By the way, the ministry has not paid attention to the fact that its findings are actually an astounding improvement in the situation. An earlier survey from the Naamat women's organization indicated that more than 200,000 women in Israel were the victims of spousal abuse, meaning that 60,000 husbands stopped beating their lucky wives on the same day.
Wait; don’t get angry with me. That’s what always happens: The studies hit the television and newspapers and no one has the courage to challenge the findings lest people think them unfeeling.
I am not talking here about justice but about accuracy. “Three to five of every 10 women,” reads a study published on the WIZO women's organization web site, “suffer from sexual harassment.”

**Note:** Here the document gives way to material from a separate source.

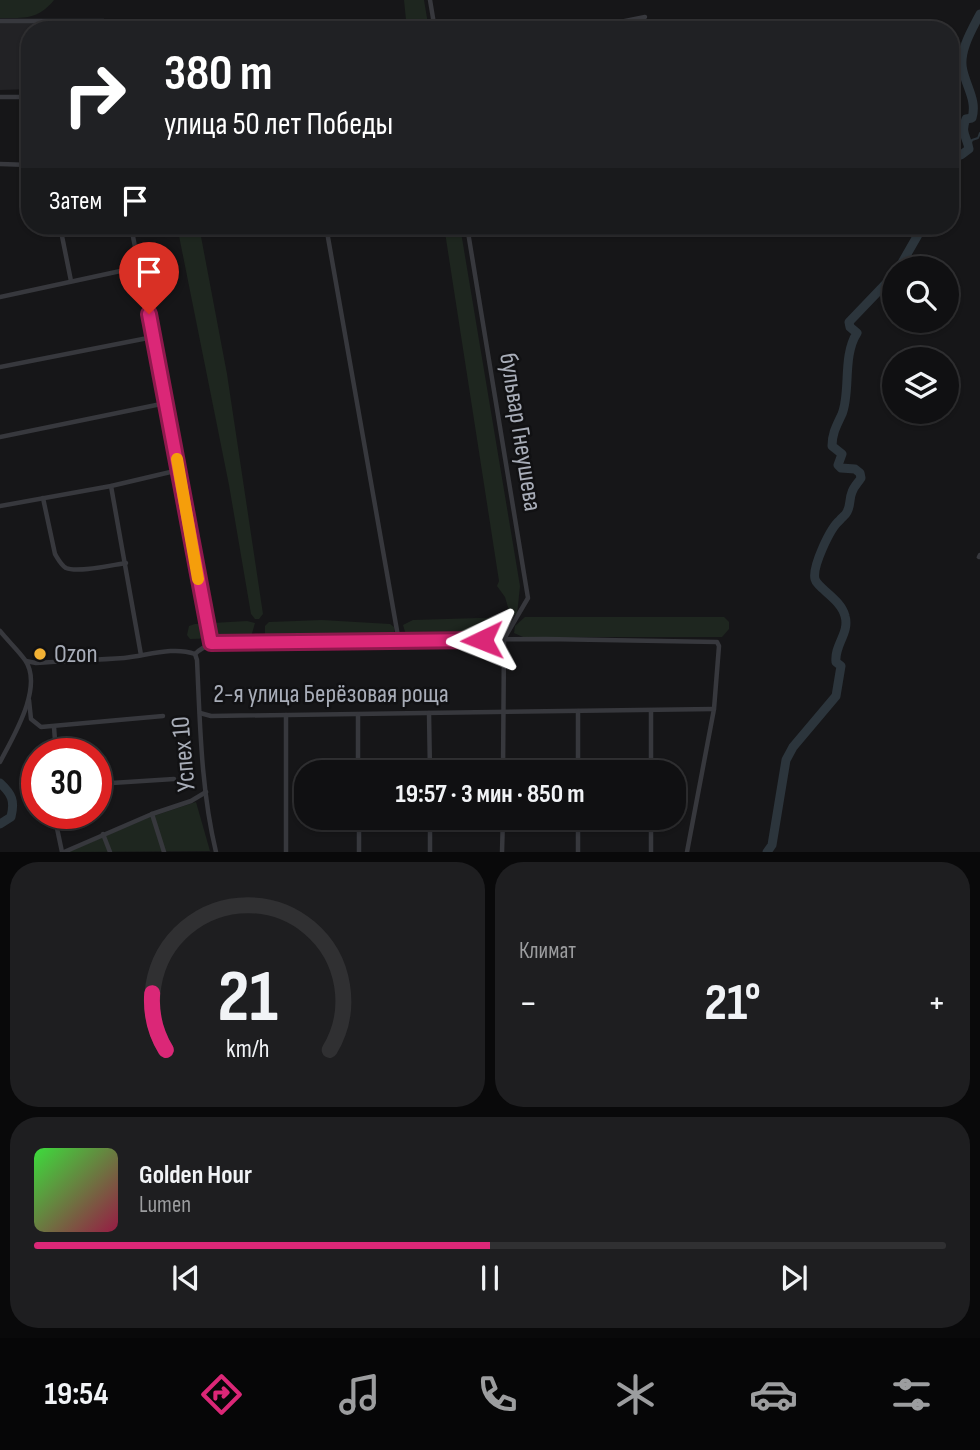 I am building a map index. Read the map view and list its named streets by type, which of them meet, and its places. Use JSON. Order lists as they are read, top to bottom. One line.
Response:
{"streets":{"street":["бульвар Гнеушева","2-я улица Берёзовая роща","Успех 10"]},"crossings":[["2-я улица Берёзовая роща","Успех 10"]],"places":["Ozon"],"page":{"turn":["380 m","улица 50 лет Победы"],"then":"Затем","limit":"30","trip":"19:57 · 3 мин · 850 m","tile":"Климат","heat":["−","21°","+"],"song":["Golden Hour","Lumen"],"tabs":"19:54","gauge":["21","km/h"]}} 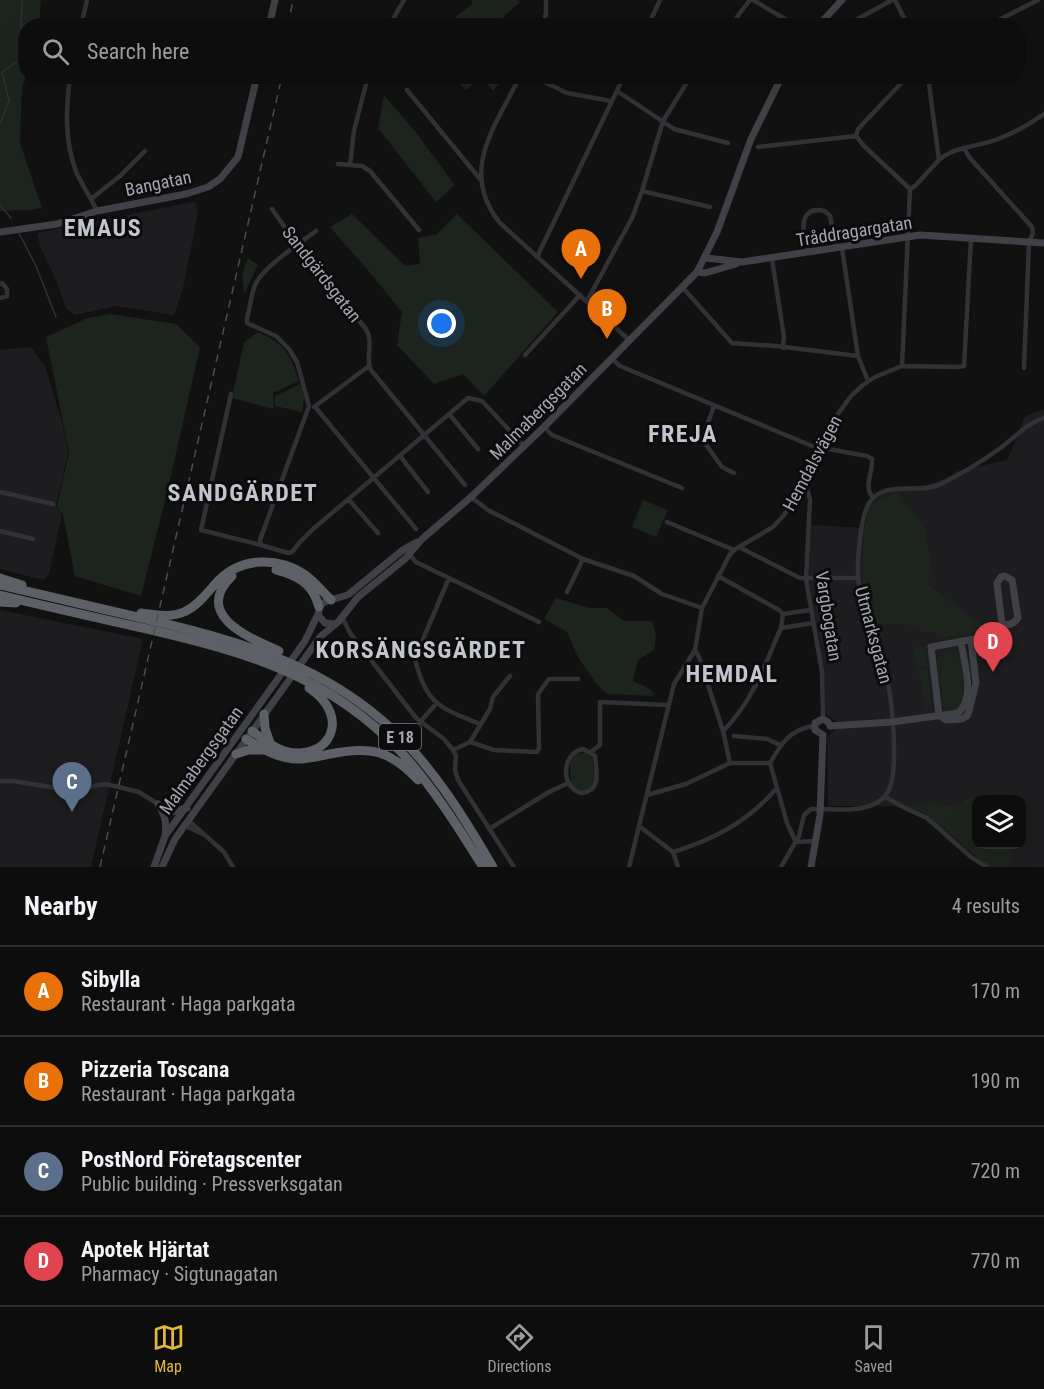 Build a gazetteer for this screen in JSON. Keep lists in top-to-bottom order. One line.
{"streets":{"highway":["E 18"],"main road":["Bangatan","Tråddragargatan","Malmabergsgatan"],"street":["Sandgärdsgatan","Hemdalsvägen","Vargbogatan","Utmarksgatan"]},"crossings":[["Tråddragargatan","Malmabergsgatan"],["Tråddragargatan","Hemdalsvägen"],["Malmabergsgatan","E 18"],["Hemdalsvägen","Vargbogatan"],["Hemdalsvägen","Utmarksgatan"]],"districts":["EMAUS","FREJA","SANDGÄRDET","KORSÄNGSGÄRDET","HEMDAL"],"page":{"search":"Search here","pins":["A","B","D","C"],"heading":["Nearby","4 results"],"list":[{"mark":"A","name":"Sibylla","note":"Restaurant · Haga parkgata","value":"170 m"},{"mark":"B","name":"Pizzeria Toscana","note":"Restaurant · Haga parkgata","value":"190 m"},{"mark":"C","name":"PostNord Företagscenter","note":"Public building · Pressverksgatan","value":"720 m"},{"mark":"D","name":"Apotek Hjärtat","note":"Pharmacy · Sigtunagatan","value":"770 m"}],"nav":["Map","Directions","Saved"]}}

Excuse me, is it three or five? More than 700,000 women are hanging in the balance here. Now all I’m missing is someone who will think that I don’t take sexual harassment seriously. But I do, very seriously. So much so that I want to know if the statistics reflect reality.
Depressed? You're not alone
By the way, if this discussion is depressing you, you are not alone. A survey done by Lundback, covered extensively in the media, indicates that “30 percent of the Israeli population are being treated or have been treated with antidepressants.”
30 percent! More than two million people! According to the survey and I quote: “16 percent of the Israeli population suffers today or in the past from depression.” If you are not too disheartened then maybe you have noticed that according to the learned study, 14 percent of the public take antidepressants without actually suffering the symptoms.
Whatever. A national health study carried out in May 2005 found that only 8.5 percent of the Israeli population suffers now or in the past from problems related to depression. This is much more in line with international statistics (4.4 percent). I wouldn’t want anyone to think that I take mental disorders lightly but it’s a little difficult to dignify the findings of the Lundback study (which by the way manufactures Cipralex a drug used in the treatment of guess what?).
On the other hand, people always respond differently to statistics that affect them personally. I have maintained for years that in 1982 I participated in the ‘Protest of 400,000’ at Rabin Square in Tel Aviv.
Hillel Partuk, the cooperative Tel Aviv municipal Spokesman, patiently explained to me that the issue has been examined a dozen times: You can squeeze maybe 40,000 people into the Square and that’s toe-to-toe with minimal breathing. The Israeli police say that including people standing along the streets that line the square you can count on approximately150,000 and that’s the maximum. However, according to 52 percent of myself, I was one of them, 48 percent of me believes I was just passing by.